[Records for the task — start]

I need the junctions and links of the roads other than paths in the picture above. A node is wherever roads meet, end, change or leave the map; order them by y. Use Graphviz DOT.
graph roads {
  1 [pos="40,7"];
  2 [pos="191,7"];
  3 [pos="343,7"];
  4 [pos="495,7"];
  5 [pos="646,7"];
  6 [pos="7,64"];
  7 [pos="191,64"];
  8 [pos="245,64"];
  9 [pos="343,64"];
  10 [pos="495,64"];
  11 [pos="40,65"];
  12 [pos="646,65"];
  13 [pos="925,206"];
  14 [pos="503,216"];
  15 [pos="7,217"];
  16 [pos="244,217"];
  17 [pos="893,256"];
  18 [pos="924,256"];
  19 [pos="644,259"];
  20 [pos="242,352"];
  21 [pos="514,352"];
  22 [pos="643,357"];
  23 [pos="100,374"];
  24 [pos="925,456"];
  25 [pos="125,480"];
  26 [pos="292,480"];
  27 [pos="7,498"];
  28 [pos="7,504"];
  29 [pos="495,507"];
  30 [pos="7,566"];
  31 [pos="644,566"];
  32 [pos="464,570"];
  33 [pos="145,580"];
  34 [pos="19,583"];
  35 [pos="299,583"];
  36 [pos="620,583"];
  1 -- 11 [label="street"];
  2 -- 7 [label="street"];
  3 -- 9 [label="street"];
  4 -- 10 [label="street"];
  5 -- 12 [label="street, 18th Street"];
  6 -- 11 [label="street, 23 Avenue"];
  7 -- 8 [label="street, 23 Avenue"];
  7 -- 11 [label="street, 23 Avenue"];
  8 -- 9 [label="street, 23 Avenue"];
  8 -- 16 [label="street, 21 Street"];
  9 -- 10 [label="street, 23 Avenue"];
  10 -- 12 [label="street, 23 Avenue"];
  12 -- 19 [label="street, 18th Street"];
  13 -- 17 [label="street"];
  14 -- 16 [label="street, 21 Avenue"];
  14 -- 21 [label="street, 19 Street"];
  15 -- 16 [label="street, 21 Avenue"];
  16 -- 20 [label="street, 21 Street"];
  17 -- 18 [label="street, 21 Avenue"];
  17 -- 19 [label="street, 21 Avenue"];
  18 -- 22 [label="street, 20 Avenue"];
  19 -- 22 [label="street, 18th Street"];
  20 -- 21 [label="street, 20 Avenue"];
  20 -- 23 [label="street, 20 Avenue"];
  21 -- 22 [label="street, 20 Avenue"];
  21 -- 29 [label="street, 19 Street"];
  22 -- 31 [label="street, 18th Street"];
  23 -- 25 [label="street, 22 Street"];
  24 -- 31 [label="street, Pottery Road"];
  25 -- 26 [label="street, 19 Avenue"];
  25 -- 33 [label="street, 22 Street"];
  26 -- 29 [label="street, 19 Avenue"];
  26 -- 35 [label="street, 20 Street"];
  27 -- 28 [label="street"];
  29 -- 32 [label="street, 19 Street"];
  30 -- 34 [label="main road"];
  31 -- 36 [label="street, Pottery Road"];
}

[Records for the task — finish]

• **Activity**: Each line above must be retyped exactly.

• **Answer for the task**:
I need the junctions and links of the roads other than paths in the picture above. A node is wherever roads meet, end, change or leave the map; order them by y. Use Graphviz DOT.
graph roads {
  1 [pos="40,7"];
  2 [pos="191,7"];
  3 [pos="343,7"];
  4 [pos="495,7"];
  5 [pos="646,7"];
  6 [pos="7,64"];
  7 [pos="191,64"];
  8 [pos="245,64"];
  9 [pos="343,64"];
  10 [pos="495,64"];
  11 [pos="40,65"];
  12 [pos="646,65"];
  13 [pos="925,206"];
  14 [pos="503,216"];
  15 [pos="7,217"];
  16 [pos="244,217"];
  17 [pos="893,256"];
  18 [pos="924,256"];
  19 [pos="644,259"];
  20 [pos="242,352"];
  21 [pos="514,352"];
  22 [pos="643,357"];
  23 [pos="100,374"];
  24 [pos="925,456"];
  25 [pos="125,480"];
  26 [pos="292,480"];
  27 [pos="7,498"];
  28 [pos="7,504"];
  29 [pos="495,507"];
  30 [pos="7,566"];
  31 [pos="644,566"];
  32 [pos="464,570"];
  33 [pos="145,580"];
  34 [pos="19,583"];
  35 [pos="299,583"];
  36 [pos="620,583"];
  1 -- 11 [label="street"];
  2 -- 7 [label="street"];
  3 -- 9 [label="street"];
  4 -- 10 [label="street"];
  5 -- 12 [label="street, 18th Street"];
  6 -- 11 [label="street, 23 Avenue"];
  7 -- 8 [label="street, 23 Avenue"];
  7 -- 11 [label="street, 23 Avenue"];
  8 -- 9 [label="street, 23 Avenue"];
  8 -- 16 [label="street, 21 Street"];
  9 -- 10 [label="street, 23 Avenue"];
  10 -- 12 [label="street, 23 Avenue"];
  12 -- 19 [label="street, 18th Street"];
  13 -- 17 [label="street"];
  14 -- 16 [label="street, 21 Avenue"];
  14 -- 21 [label="street, 19 Street"];
  15 -- 16 [label="street, 21 Avenue"];
  16 -- 20 [label="street, 21 Street"];
  17 -- 18 [label="street, 21 Avenue"];
  17 -- 19 [label="street, 21 Avenue"];
  18 -- 22 [label="street, 20 Avenue"];
  19 -- 22 [label="street, 18th Street"];
  20 -- 21 [label="street, 20 Avenue"];
  20 -- 23 [label="street, 20 Avenue"];
  21 -- 22 [label="street, 20 Avenue"];
  21 -- 29 [label="street, 19 Street"];
  22 -- 31 [label="street, 18th Street"];
  23 -- 25 [label="street, 22 Street"];
  24 -- 31 [label="street, Pottery Road"];
  25 -- 26 [label="street, 19 Avenue"];
  25 -- 33 [label="street, 22 Street"];
  26 -- 29 [label="street, 19 Avenue"];
  26 -- 35 [label="street, 20 Street"];
  27 -- 28 [label="street"];
  29 -- 32 [label="street, 19 Street"];
  30 -- 34 [label="main road"];
  31 -- 36 [label="street, Pottery Road"];
}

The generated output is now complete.